How to HITRAN line-by-line

This is a basic introductory guide on how to write a line-by-line calculation routine using the HITRAN database which is widely used for the calculation of atmospheric and molecular absorption spectra of the most abundant atmospheric gases (see list here) for given input parameters of the desired temperature, total pressure and molecular concentrations.   This guide is a practical supplement to the information provided by the HITRAN group at this link which contains a list of the HITRAN database parameters, their detailed description and the most relevant calculation formulas.

The line-by-line calculation procedure involves computation of absorption for individual spectral line data records provided in the HITRAN database over a desired spectral range and summing these calculated single spectral line absorption profiles together to form the total absorption spectrum as a function of wavenumber (or wavelength).

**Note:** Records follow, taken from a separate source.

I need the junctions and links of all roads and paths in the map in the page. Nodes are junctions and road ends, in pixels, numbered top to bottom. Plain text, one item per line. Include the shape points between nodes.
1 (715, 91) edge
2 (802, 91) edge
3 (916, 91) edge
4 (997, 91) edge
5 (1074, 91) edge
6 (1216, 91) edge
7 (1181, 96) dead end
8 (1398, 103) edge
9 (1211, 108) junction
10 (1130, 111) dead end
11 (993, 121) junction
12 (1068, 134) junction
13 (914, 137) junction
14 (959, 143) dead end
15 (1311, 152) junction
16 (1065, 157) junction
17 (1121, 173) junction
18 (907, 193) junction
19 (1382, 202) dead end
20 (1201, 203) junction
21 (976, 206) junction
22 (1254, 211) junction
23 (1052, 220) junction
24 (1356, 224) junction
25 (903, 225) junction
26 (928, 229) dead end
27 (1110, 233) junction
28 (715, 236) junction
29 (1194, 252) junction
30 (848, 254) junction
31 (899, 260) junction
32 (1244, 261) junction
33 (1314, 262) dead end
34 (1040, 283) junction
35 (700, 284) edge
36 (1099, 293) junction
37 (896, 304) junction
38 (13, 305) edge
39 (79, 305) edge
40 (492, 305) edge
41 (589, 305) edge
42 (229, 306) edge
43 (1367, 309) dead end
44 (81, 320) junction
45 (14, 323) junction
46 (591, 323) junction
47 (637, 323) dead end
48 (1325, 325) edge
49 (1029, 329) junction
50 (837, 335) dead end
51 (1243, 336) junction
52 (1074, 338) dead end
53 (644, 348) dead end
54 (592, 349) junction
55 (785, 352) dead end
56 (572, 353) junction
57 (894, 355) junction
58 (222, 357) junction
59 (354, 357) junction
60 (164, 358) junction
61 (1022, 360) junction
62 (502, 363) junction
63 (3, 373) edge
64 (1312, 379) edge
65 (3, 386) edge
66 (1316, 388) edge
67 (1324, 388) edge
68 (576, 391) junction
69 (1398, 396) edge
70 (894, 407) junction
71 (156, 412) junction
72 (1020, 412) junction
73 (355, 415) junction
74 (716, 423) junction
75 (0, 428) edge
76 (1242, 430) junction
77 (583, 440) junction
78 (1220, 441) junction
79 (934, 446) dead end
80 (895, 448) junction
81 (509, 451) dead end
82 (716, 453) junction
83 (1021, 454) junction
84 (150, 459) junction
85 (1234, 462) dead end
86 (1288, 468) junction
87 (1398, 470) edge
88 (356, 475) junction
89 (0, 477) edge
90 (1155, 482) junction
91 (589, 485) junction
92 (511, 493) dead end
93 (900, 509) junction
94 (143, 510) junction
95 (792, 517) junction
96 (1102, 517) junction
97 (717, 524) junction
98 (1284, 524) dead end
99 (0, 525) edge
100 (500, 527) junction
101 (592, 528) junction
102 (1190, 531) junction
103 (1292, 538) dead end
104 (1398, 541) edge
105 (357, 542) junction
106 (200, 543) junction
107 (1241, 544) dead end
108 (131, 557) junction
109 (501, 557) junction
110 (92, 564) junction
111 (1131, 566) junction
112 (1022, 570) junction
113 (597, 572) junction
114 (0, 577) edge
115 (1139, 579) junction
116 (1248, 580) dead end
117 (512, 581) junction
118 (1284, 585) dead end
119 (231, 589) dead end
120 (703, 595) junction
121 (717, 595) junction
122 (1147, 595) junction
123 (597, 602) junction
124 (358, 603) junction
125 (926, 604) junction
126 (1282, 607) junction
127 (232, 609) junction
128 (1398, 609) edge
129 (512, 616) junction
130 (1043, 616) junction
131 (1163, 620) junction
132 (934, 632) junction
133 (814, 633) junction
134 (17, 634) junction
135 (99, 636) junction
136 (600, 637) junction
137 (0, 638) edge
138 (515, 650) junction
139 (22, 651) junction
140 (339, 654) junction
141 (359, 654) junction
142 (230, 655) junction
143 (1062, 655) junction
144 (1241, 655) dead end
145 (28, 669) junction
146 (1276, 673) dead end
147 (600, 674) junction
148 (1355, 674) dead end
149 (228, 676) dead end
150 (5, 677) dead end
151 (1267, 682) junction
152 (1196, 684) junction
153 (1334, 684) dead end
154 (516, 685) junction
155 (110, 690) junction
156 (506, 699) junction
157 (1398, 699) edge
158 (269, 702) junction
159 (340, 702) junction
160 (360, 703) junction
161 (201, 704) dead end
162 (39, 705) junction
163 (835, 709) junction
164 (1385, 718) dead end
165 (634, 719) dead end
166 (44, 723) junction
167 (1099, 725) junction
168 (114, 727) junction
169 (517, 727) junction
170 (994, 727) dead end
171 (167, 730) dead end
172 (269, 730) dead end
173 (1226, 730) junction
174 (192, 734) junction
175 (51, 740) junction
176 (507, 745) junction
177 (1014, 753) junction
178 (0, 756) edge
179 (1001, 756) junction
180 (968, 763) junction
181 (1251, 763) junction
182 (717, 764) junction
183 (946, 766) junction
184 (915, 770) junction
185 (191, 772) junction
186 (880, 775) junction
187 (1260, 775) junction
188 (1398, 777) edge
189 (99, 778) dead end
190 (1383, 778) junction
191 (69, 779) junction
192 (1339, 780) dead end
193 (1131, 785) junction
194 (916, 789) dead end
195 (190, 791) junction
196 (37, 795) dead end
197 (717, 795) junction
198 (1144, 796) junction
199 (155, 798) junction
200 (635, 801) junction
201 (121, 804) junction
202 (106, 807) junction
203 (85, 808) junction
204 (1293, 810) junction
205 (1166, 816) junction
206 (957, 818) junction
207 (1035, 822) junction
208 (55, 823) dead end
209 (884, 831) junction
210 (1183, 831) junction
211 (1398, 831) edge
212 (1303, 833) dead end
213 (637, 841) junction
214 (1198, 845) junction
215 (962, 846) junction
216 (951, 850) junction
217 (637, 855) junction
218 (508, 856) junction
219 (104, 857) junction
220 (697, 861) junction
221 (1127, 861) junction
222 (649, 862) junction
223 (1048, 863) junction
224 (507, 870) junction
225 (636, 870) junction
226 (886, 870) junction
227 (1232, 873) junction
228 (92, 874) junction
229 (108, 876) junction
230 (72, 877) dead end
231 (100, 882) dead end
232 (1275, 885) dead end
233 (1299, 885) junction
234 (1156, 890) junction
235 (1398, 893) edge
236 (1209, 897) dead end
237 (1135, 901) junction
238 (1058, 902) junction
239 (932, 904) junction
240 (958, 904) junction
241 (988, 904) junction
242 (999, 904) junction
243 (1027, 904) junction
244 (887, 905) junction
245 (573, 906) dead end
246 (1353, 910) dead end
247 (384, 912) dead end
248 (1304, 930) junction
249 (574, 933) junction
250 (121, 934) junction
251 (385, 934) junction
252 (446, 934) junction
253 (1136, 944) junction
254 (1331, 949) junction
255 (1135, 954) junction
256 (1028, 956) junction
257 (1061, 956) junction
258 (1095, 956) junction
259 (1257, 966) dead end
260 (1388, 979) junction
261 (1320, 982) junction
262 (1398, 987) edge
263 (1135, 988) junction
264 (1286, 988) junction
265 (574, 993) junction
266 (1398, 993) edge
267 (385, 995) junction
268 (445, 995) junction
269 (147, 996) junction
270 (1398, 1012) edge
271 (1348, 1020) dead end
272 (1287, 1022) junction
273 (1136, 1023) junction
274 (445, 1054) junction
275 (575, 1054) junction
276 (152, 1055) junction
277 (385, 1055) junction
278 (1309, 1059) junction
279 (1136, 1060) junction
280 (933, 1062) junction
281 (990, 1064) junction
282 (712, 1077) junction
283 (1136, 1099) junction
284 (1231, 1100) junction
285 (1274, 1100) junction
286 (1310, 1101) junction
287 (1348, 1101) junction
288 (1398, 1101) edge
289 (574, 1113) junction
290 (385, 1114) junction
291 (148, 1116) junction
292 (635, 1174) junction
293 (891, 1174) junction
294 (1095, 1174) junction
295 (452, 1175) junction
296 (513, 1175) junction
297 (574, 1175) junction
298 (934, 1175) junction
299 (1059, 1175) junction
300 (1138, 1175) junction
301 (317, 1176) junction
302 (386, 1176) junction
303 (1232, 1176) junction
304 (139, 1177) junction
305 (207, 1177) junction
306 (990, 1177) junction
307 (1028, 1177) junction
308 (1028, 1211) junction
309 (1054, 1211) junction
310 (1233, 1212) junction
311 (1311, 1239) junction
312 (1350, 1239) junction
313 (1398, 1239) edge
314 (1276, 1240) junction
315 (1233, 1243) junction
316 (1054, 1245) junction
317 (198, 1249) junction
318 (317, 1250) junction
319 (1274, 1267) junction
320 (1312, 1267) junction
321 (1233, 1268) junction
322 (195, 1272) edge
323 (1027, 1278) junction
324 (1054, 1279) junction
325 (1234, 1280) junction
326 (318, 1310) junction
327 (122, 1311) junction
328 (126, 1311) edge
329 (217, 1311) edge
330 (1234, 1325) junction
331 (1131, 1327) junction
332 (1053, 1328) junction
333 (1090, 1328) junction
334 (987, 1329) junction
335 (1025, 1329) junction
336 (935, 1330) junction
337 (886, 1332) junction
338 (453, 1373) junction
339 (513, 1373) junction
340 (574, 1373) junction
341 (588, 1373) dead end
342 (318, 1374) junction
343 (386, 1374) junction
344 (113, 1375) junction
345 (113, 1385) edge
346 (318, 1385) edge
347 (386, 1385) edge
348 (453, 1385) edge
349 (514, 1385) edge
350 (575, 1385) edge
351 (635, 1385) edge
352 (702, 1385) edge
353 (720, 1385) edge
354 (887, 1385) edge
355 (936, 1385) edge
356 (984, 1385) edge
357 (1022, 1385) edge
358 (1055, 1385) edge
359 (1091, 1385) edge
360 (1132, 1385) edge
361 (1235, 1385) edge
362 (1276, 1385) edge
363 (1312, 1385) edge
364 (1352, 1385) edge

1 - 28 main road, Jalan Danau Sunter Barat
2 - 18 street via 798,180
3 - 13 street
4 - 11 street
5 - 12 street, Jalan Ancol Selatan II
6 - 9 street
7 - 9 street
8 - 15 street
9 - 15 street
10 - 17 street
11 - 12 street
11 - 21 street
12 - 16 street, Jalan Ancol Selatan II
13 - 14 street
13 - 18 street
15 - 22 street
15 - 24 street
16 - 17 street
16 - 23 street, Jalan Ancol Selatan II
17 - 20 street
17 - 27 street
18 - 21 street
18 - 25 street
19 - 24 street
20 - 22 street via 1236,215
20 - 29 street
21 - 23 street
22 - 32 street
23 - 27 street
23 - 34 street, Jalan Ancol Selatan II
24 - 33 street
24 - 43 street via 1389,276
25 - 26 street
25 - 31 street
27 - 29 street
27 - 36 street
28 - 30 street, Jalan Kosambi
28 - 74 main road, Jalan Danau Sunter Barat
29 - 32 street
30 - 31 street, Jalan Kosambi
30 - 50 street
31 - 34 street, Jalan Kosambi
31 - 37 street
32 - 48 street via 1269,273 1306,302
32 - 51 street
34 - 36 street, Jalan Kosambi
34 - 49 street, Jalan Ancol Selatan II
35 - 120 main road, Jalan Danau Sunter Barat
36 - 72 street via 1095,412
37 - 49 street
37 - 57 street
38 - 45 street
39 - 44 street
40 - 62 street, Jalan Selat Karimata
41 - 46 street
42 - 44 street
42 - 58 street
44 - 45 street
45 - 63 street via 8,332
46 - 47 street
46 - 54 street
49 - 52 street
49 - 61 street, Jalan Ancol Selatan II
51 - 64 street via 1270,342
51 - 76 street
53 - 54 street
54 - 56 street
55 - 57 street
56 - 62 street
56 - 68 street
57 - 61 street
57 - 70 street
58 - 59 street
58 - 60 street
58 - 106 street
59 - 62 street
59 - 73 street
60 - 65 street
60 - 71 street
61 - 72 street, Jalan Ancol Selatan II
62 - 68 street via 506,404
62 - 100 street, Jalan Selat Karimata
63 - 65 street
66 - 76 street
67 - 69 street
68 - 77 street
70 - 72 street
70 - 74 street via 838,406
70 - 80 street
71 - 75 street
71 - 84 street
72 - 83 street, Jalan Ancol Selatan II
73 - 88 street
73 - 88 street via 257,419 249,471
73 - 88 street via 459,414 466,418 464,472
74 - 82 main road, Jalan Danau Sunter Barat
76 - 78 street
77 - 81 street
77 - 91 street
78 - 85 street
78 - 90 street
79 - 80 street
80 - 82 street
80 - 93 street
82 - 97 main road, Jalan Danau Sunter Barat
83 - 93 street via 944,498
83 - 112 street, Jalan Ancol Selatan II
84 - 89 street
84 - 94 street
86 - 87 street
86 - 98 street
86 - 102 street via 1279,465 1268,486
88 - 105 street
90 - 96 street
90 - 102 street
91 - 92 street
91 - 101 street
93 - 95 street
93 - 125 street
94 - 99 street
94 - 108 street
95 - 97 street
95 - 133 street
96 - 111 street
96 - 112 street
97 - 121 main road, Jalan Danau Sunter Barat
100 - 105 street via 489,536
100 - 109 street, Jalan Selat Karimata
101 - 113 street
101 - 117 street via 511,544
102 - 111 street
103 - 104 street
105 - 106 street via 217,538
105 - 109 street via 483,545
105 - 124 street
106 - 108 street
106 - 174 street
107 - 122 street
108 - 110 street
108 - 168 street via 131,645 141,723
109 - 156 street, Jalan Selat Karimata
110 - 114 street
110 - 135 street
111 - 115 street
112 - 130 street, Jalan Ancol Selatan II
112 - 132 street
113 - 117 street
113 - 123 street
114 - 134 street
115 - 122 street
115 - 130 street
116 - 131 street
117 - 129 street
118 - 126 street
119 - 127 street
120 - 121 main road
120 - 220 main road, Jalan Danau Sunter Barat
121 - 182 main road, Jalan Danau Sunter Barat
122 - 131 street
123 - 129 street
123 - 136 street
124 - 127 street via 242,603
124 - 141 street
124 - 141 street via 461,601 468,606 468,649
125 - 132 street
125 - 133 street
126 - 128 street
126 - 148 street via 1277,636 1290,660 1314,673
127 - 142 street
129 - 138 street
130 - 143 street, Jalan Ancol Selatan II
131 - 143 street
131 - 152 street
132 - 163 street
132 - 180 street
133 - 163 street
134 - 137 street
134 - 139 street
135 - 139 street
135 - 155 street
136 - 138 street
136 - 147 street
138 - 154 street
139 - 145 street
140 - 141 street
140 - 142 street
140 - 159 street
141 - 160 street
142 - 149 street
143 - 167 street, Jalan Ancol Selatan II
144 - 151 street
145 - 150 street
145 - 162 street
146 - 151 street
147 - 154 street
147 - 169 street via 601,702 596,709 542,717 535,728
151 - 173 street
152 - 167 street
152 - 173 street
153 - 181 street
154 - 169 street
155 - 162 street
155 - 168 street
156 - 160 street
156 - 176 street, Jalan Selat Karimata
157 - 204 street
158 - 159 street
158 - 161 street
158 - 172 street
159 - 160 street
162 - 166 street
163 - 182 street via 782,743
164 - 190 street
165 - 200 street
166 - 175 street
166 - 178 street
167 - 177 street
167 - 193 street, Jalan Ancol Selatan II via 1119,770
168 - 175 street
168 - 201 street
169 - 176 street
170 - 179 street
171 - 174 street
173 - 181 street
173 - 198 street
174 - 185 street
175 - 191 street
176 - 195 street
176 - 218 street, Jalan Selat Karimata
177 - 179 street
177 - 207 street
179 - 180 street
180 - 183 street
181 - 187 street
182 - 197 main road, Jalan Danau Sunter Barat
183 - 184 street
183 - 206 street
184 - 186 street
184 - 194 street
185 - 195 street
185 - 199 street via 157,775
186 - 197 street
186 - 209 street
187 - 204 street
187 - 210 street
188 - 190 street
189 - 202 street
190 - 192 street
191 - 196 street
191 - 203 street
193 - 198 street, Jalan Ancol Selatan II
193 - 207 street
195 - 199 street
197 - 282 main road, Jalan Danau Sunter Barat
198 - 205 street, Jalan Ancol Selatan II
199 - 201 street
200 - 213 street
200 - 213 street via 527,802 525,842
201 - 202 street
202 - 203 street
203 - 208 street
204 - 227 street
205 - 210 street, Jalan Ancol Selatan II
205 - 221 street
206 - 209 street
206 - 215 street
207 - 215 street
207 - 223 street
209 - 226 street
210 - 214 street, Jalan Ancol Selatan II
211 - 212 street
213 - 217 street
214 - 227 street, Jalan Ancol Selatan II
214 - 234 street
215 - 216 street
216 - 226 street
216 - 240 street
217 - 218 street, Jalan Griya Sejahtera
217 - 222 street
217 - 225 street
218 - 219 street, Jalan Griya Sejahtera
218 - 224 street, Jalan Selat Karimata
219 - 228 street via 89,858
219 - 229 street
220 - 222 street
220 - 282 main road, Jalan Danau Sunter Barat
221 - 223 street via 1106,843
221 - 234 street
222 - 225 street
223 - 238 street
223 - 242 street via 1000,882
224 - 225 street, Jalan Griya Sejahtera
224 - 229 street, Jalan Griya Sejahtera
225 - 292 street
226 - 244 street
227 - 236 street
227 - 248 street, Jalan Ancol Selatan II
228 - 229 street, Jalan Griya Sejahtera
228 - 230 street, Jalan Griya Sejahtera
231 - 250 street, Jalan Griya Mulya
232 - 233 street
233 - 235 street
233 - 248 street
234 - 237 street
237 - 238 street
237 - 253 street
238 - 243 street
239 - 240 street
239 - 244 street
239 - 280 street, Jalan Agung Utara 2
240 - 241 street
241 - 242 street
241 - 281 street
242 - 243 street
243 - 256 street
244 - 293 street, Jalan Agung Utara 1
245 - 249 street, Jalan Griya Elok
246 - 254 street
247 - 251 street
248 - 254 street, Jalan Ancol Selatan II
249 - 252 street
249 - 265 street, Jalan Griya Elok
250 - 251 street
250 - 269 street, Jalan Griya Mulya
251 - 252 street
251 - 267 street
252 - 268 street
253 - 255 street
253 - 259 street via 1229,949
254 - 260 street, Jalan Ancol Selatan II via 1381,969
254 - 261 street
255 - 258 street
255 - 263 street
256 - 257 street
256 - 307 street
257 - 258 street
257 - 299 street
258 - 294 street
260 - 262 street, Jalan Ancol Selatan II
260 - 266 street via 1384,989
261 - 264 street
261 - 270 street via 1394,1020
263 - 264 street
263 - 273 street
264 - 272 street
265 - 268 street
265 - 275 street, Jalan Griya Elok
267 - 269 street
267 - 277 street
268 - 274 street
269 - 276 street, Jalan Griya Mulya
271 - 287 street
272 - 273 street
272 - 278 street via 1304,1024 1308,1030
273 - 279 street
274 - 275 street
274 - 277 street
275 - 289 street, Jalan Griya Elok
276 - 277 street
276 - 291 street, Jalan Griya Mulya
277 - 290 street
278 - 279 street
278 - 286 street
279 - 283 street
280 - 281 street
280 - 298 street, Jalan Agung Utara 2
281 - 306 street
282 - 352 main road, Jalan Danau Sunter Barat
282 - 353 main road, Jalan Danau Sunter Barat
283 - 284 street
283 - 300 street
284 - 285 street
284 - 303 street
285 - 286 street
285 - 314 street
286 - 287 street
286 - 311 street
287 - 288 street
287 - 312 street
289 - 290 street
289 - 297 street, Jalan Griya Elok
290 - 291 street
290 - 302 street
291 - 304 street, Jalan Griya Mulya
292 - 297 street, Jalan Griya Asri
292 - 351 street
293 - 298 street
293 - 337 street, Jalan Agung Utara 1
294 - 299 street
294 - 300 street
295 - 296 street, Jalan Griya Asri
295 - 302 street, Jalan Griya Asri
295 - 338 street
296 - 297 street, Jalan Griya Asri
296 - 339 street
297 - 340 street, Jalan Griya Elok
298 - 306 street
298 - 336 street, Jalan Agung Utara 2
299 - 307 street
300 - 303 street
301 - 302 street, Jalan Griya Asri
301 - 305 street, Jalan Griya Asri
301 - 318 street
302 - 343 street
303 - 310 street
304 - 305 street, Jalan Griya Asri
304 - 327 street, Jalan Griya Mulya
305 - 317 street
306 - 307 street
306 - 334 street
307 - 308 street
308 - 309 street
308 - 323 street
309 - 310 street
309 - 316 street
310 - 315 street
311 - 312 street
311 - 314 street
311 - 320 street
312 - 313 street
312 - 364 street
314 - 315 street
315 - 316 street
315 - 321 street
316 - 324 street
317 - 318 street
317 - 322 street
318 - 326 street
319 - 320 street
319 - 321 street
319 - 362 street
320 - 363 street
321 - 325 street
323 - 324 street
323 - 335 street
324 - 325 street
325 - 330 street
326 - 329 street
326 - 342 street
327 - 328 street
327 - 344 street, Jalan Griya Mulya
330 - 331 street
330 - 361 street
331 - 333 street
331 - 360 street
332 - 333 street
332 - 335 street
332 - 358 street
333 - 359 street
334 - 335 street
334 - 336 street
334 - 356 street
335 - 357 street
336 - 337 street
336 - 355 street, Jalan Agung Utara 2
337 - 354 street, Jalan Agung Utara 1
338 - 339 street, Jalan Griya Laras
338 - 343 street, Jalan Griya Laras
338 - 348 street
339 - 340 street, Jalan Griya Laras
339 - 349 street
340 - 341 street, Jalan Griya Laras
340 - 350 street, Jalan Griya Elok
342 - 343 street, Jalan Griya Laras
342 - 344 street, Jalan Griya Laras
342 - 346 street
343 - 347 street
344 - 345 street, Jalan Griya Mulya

What is supplied by HITRAN?

The HITRAN database supplies all data needed to perform line-by-line calculations except for the atmospheric model profiles which are described in more detail further.   The supplied data include the
(1)   HITRAN database data file (traditionally an ASCII file with the PAR extension) which may now be obtained from HITRANonline,
(2)   the molparam.txt file which contains reference data such as the molecular mass etc. for each isotope in the HITRAN compilation, and
(3)   the files with the Total Internal Partition Sums (TIPS) for different temperatures in the "q_Isotope_Global_Id.txt" format available here.

HITRAN database records

The 2004 - 2012 year ASCII edition of the HITRAN database consists of 160 character records for each single spectral line.   Below is the listing of the fields for each HITRAN database spectral line record with their corresponding ASCII character field lengths.   This table is based on that provided at as well as Table 2 in the HITRAN 2004 edition paper.   Not all data supplied in each HITRAN database record is required to run line-by-line calculations.   The parameters required to run the line-by-line calculation using the Voigt profile are indicated with a tick mark.

- single record parameters used in calculations, - parameters not used in calculations.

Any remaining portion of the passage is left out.